Rui Moreira, autarca da Invicta, pediu hoje uma reunião com a administração da ANA - Aeroportos de Portugal para encontrar uma "solução" para a cidade "equivalente" ao protocolo de cerca de quatro milhões de euros assinado com Lisboa.

"Venho solicitar-lhe uma reunião, em data que tenha como mais conveniente, para podermos discutir e depois concretizar uma solução de cooperação entre a ANA - Aeroportos de Portugal e o município do Porto equivalente àquela que ora acabou de ser anunciada relativamente ao município de Lisboa", lê-se numa missiva hoje enviada pelo autarca Rui Moreira ao presidente da ANA, Jorge Ponce de Leão, a que a Lusa teve acesso.

Em resultado de um protocolo assinado na segunda-feira, a ANA vai assumir a partir de abril o pagamento da Taxa Turística de um euro criada pela Câmara Municipal de Lisboa, num valor global estimado entre 3,6 e 4,4 milhões de euros.
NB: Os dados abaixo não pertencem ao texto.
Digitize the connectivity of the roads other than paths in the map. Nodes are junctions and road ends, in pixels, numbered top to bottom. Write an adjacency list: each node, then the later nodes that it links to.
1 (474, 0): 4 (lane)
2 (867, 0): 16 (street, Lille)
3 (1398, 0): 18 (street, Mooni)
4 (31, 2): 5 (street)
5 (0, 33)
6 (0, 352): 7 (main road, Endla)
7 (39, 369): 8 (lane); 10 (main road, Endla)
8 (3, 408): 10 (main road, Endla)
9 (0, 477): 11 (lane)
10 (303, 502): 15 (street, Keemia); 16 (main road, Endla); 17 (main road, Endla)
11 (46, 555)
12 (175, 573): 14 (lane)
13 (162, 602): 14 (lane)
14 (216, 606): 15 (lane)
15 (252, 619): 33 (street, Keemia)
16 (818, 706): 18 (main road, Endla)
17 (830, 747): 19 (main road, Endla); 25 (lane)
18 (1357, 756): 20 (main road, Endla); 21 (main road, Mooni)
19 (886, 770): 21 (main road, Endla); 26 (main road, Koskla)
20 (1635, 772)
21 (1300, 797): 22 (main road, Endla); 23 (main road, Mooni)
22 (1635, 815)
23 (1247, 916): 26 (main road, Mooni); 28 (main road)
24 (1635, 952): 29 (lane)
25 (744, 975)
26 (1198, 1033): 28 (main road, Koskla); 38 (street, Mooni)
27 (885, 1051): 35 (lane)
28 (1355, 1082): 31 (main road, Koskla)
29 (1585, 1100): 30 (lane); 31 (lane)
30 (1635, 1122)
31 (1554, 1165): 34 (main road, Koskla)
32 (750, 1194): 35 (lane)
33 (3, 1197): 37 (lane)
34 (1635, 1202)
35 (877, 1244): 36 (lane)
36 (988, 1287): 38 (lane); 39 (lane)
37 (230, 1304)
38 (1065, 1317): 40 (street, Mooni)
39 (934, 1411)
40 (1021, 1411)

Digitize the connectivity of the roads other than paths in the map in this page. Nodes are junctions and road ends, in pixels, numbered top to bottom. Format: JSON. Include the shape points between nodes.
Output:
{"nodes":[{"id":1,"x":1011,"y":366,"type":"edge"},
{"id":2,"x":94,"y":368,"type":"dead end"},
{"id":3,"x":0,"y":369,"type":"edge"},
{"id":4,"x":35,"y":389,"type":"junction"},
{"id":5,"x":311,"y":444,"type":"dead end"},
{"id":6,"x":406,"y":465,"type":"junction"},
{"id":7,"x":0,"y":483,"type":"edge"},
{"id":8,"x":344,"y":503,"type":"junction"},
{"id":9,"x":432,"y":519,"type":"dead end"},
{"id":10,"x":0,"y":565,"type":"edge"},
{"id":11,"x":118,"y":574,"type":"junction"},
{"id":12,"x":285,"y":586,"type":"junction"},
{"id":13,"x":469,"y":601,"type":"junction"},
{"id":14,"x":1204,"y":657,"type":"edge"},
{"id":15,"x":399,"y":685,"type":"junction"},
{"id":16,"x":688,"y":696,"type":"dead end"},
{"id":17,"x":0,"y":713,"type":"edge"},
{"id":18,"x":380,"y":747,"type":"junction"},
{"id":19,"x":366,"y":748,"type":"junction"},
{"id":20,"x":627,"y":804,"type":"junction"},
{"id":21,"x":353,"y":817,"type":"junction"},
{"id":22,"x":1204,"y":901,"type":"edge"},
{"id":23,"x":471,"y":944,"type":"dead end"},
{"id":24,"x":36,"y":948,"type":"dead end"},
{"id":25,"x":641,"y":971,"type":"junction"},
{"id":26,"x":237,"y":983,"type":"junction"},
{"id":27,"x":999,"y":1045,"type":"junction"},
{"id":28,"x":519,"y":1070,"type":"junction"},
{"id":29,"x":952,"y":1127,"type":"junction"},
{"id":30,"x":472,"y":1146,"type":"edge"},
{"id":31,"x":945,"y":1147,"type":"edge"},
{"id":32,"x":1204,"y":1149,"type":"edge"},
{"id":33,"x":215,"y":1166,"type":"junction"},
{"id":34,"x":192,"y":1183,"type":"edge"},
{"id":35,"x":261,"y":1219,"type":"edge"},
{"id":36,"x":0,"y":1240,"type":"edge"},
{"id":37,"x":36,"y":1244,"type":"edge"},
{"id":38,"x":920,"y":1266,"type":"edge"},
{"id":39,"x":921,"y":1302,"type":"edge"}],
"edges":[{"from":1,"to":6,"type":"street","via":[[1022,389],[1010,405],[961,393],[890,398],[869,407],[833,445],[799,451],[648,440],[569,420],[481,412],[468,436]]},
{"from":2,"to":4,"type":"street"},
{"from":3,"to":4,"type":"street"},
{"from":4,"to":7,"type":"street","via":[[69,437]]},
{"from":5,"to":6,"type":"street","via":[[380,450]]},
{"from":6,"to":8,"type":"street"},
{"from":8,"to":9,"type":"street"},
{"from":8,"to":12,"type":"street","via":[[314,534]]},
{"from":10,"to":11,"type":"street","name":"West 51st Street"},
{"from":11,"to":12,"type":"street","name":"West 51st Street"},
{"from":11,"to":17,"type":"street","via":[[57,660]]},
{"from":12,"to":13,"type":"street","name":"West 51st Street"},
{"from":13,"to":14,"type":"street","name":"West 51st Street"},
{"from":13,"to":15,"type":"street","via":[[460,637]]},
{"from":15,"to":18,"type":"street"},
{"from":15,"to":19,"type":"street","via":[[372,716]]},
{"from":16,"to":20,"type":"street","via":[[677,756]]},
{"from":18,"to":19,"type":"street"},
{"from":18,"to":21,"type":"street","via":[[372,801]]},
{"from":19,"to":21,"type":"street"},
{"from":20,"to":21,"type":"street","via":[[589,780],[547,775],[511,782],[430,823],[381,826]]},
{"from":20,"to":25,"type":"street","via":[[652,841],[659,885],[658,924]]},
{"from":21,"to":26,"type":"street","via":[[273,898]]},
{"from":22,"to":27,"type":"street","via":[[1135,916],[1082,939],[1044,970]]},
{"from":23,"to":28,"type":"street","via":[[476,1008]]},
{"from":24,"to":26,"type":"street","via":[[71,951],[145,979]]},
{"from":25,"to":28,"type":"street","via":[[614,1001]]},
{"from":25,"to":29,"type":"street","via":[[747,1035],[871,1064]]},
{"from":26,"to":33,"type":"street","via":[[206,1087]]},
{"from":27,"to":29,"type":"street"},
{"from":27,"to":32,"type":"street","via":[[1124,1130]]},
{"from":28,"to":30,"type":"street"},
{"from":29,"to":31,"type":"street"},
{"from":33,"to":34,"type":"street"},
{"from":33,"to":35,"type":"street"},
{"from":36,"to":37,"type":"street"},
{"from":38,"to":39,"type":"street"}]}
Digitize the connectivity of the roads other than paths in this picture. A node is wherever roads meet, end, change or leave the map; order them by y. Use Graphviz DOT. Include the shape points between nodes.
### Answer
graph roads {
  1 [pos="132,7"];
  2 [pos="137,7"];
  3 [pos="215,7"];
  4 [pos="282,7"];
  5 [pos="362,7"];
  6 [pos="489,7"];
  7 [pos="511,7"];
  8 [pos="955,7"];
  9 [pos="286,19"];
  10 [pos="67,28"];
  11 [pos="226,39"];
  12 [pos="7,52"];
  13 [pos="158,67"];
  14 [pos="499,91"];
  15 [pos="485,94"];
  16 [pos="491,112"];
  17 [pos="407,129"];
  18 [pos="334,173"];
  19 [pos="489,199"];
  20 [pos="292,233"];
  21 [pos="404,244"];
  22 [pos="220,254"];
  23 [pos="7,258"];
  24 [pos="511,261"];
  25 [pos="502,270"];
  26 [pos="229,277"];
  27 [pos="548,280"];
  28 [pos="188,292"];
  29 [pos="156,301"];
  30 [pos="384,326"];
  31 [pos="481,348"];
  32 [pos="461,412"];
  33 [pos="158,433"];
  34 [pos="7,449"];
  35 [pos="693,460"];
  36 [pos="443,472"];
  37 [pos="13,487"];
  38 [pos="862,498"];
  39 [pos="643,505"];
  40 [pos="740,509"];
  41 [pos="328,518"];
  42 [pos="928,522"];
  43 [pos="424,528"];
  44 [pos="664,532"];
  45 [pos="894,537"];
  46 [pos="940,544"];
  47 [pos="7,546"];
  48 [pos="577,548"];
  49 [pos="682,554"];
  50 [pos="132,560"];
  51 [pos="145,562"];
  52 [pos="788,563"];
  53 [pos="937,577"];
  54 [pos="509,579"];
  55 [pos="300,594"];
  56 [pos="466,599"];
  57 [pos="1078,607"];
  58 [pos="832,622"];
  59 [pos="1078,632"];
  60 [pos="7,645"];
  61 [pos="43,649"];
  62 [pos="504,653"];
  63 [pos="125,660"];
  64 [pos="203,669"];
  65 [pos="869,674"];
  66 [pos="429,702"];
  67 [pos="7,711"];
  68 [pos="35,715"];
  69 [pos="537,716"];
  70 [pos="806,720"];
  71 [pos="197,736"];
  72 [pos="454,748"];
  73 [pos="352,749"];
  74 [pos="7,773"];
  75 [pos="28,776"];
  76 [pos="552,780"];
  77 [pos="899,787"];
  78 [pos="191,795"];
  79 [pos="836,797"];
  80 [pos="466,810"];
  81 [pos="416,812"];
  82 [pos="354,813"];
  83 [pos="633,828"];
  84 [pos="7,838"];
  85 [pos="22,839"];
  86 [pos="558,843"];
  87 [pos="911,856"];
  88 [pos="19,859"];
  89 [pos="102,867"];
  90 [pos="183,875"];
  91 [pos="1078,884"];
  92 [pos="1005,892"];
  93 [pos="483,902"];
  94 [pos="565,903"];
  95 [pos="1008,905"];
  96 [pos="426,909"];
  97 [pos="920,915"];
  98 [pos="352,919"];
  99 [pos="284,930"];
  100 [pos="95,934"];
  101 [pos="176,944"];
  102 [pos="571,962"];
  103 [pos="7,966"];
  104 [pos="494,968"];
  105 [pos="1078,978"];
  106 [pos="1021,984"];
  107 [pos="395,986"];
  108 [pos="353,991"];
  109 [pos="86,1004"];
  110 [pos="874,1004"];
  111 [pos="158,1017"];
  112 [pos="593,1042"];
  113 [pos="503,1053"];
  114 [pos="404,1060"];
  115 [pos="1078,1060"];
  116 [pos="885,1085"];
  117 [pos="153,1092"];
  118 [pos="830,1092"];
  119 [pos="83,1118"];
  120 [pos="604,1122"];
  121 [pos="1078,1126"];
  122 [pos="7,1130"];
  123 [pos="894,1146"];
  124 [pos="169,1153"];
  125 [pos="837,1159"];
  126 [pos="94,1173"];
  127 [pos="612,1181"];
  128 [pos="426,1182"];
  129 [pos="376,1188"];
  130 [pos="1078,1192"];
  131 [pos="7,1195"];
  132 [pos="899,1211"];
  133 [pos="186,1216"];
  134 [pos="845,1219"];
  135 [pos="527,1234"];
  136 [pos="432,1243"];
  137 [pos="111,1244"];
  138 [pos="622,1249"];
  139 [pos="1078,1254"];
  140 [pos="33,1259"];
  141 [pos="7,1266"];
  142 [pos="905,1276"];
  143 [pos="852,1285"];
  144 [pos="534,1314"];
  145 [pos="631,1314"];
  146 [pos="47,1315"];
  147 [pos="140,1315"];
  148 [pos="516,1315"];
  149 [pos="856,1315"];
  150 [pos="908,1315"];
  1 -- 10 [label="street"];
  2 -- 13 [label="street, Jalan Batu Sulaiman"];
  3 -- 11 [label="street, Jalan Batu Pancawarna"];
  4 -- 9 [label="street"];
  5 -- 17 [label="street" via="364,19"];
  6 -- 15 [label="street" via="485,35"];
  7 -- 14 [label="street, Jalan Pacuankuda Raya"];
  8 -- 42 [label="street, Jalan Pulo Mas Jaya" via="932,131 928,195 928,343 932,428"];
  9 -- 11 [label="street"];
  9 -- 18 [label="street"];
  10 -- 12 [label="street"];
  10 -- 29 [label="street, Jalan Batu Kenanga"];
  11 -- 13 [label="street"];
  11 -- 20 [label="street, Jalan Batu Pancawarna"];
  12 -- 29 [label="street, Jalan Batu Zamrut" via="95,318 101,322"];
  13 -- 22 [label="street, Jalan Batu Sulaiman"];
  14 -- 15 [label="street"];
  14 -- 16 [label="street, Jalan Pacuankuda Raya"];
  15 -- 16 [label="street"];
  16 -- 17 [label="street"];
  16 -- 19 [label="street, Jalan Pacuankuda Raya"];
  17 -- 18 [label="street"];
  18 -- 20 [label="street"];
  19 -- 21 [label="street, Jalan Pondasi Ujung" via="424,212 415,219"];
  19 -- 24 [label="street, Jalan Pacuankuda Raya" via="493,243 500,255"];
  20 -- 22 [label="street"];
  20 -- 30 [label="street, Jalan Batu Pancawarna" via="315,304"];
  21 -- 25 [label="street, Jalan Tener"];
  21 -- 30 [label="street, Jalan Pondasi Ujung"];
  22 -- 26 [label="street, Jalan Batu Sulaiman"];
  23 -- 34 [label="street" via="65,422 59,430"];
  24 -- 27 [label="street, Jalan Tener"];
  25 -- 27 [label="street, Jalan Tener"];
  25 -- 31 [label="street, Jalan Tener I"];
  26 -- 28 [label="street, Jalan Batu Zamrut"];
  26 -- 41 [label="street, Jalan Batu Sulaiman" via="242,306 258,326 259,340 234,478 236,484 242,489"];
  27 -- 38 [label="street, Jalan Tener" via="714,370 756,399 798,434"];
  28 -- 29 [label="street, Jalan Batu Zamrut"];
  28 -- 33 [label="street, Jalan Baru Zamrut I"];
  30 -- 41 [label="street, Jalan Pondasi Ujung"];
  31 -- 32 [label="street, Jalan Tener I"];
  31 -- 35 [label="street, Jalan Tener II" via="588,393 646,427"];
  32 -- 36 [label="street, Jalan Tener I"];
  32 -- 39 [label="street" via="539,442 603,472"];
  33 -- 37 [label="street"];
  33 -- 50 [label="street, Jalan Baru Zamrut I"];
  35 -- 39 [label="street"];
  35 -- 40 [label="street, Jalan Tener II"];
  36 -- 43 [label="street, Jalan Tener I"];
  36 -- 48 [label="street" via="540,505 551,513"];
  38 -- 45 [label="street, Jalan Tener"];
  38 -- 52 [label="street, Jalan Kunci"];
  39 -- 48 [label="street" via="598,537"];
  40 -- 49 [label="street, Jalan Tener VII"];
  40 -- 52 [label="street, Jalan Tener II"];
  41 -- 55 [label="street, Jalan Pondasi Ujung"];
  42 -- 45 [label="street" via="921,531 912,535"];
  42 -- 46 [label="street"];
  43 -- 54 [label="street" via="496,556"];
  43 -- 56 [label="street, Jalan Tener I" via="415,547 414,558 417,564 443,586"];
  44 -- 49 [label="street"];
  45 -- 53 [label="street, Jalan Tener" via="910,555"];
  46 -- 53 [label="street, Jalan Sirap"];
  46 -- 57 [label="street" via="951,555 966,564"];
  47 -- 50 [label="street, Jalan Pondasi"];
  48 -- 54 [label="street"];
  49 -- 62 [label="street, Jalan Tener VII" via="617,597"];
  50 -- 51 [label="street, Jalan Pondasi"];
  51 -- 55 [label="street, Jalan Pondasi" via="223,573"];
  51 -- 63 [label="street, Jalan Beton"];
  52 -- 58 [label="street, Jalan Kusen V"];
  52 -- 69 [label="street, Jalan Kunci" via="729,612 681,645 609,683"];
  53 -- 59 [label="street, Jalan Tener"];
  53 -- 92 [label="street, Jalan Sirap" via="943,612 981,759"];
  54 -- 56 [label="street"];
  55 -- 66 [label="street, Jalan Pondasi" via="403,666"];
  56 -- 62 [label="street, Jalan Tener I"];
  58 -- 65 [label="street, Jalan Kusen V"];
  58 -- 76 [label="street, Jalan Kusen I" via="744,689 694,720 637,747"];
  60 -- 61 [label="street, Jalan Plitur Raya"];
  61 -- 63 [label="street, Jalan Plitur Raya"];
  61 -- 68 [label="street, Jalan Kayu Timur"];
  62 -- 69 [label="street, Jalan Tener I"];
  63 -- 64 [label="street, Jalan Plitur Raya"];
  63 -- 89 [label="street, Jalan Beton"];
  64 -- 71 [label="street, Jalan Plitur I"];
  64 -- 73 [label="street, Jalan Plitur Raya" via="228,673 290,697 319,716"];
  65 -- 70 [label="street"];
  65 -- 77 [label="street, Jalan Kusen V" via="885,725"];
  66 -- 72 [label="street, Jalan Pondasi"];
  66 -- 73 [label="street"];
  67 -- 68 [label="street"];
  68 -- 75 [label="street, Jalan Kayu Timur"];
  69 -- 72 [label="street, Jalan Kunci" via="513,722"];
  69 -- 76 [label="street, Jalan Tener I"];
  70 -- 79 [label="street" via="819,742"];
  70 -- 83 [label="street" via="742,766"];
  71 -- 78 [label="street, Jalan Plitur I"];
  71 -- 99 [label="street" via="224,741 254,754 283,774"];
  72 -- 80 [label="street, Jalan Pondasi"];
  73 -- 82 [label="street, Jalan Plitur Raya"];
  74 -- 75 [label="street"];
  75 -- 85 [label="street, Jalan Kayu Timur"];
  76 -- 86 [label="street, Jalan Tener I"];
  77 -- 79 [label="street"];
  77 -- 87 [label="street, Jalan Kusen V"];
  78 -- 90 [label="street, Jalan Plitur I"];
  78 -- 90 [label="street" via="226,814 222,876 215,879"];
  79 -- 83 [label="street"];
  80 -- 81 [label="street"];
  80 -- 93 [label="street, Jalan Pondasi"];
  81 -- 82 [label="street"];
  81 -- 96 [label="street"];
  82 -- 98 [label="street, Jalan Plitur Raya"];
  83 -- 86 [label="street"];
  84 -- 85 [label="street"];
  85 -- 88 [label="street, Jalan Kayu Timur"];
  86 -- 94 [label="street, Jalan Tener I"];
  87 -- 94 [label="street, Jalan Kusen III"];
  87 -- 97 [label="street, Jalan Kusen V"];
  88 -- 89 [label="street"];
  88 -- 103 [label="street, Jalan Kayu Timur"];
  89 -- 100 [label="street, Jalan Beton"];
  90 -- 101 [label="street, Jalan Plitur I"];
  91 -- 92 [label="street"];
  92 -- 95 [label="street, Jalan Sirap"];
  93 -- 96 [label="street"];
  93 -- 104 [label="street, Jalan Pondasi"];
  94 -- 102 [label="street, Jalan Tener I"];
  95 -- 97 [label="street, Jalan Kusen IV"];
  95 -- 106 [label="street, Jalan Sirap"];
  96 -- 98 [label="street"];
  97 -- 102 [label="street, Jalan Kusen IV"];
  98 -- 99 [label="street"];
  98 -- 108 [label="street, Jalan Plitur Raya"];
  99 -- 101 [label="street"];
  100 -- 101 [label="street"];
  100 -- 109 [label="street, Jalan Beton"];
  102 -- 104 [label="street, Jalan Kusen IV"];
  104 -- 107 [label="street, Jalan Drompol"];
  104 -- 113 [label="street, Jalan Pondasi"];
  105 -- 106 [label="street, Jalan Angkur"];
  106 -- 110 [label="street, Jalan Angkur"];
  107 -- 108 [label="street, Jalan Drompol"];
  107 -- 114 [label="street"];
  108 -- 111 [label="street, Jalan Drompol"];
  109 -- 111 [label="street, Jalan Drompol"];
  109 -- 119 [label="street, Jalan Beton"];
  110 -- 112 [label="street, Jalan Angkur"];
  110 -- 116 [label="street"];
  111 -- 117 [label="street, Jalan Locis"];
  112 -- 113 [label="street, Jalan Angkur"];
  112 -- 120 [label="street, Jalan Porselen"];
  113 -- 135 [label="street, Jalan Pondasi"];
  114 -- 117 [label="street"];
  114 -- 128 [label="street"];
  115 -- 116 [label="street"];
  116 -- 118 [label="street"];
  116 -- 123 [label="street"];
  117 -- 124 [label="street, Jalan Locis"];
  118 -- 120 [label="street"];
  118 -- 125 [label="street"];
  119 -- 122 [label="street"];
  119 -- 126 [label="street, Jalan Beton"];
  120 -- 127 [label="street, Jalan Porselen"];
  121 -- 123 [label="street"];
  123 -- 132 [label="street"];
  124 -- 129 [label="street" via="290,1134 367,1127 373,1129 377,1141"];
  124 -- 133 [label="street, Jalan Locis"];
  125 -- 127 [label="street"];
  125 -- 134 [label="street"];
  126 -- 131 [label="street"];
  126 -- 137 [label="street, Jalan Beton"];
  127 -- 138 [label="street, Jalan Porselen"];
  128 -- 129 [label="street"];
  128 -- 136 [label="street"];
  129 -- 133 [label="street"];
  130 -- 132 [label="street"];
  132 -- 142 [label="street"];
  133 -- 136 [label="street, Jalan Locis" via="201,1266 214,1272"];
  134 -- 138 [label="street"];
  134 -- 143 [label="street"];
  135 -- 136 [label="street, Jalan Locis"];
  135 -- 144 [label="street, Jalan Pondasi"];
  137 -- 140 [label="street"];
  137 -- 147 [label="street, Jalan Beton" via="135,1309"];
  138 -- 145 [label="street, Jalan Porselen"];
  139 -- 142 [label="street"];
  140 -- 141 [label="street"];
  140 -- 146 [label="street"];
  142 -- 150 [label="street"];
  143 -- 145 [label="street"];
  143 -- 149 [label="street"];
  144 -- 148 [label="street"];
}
"O montante em causa será assumido pela ANA, devendo depois o município de Lisboa alocá-lo exclusivamente para o Fundo de Desenvolvimento e Sustentabilidade Turística de Lisboa, servindo depois para o financiamento de um conjunto de investimentos tidos como estruturantes" como Cais do Sodré, Campo das Cebolas, Colina do Castelo e museu para as Descobertas, assinala Rui Moreira.

Congratulando e aplaudindo o acordo feito pela empresa privada com a autarquia de Lisboa, Rui Moreira assinala que "a relação entre o aeroporto e a cidade constitui vantagens recíprocas cada vez mais evidentes", situação também verificada "com certeza" entre o aeroporto do Porto/Francisco Sá Carneiro e a cidade do Porto.

O independente destaca ainda que tal protocolo demonstra "o conjunto de benefícios que se reconhecem ao reforço de competitividade da cidade dominantemente servida pelo aeroporto", quer em Lisboa "como verdadeiramente no Porto".

"Não é muito habitual assistirmos de forma tão clara ao reconhecimento mútuo desta relação de vantagem, traduzida com felicidade na circunstância -- e bem, a meu ver -- de a ANA Aeroportos de Portugal entender que a verba acima mencionada deva ser alocada especificamente a um mecanismo de investimento que entende como adequado ao reforço de competitividade e capacidade de atração da cidade de Lisboa", acrescenta.

Entendendo que "uma situação em tudo similar se verifica" na cidade do Porto, que tal como Lisboa "tem feito um investimento nos últimos anos mais do que considerável para reforçar a sua competitividade", Rui Moreira quer pôr as duas cidades em pé de igualdade e, para tal, pediu um encontro com a administração da ANA.

Também a Câmara da Maia quer um tratamento semelhante. "Os municípios têm todos de ser tratados de igual forma. Se a ANA, ou a Vinci, vai dar à Câmara Municipal de Lisboa entre 3,6 a 4,4 milhões para investimento estruturante, a Maia, onde o aeroporto está situado, tem de ter tratamento idêntico", disse à Lusa o presidente da autarquia, Bragança Fernandes.

"A Maia sente-se lesada se não tiver um tratamento igual ao de Lisboa", destacou Bragança Fernandes que, disse, irá quarta-feira enviar uma carta à ANA a "dar nota" da sua "reivindicação" para o concelho que alberga o aeroporto do Porto.